If my time in Rwanda taught me anything, it is not to underestimate the potential for resilience in the human spirit.
That’s not to say that we spent our two weeks consumed with despair. There is much to be hopeful about in Rwanda today. I am in awe of the progress the small country has made in such a short period of time. It is hard to believe that a place that was the site of such atrocities within my lifetime is now one of the most rapidly-developing countries in Africa and a leader in the East African Community. If my time in Rwanda taught me anything, it is not to underestimate the potential for resilience in the human spirit. The Rwandans we met with had suffered and lost more than any person should be asked to bear.

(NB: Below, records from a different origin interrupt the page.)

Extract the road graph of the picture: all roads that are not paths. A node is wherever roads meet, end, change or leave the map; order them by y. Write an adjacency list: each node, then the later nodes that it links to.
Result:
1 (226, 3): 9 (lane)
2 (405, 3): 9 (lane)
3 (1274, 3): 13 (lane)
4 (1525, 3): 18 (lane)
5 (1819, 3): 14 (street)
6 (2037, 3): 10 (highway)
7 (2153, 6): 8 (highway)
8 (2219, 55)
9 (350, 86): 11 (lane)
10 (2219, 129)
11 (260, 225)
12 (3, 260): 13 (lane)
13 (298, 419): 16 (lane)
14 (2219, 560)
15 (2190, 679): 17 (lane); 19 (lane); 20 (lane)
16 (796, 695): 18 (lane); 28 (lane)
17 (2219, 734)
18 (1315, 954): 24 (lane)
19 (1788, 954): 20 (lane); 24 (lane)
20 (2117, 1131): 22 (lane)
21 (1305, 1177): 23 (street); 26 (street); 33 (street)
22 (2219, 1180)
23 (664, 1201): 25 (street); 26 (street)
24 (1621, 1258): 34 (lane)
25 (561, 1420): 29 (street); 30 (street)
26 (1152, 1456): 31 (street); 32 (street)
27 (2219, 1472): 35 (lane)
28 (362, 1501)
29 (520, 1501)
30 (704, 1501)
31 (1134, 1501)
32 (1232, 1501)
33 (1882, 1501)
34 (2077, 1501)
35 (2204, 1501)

And while many often spoke of the importance of remembering the past and preserving the truth, this was always done with an eye on the future, always focused on how they could bring people together, move forward from tragedy, forge an identity of one unified Rwanda.
So when it came time to present our findings and propose our solutions, I found myself feeling a sense of humility. How could I possibly be expected to weigh in on an issue that just seemed more complex the more we studied it? At the end of two weeks, I felt that I had barely scratched the surface, that I had produced more questions than answers. Now that I have returned, and had some time to reflect on my experience, I’ve decided that that’s all right. More than anything, I feel extremely fortunate to have had this incredible experience. In a two week period, we visited seven embassies, two ministers, and the heads of half a dozen major organizations, not to mention some of the most inspiring individuals I have ever encountered. We saw things I will never forget. Of course I don’t have all the answers. Or any answers. But I will always remember the things I saw and the way I felt. And I will continue to hope. Hope that Rwanda continues to develop and thrive. Hope that it can serve as a beacon of light to other places that have suffered as Rwanda suffered, reminding them that it is possible to move forward. And hope that someday soon that promise of “never again” will be more than mere words, that as a planet we can come together and ensure that no place on Earth will ever again witness the horrors of genocide.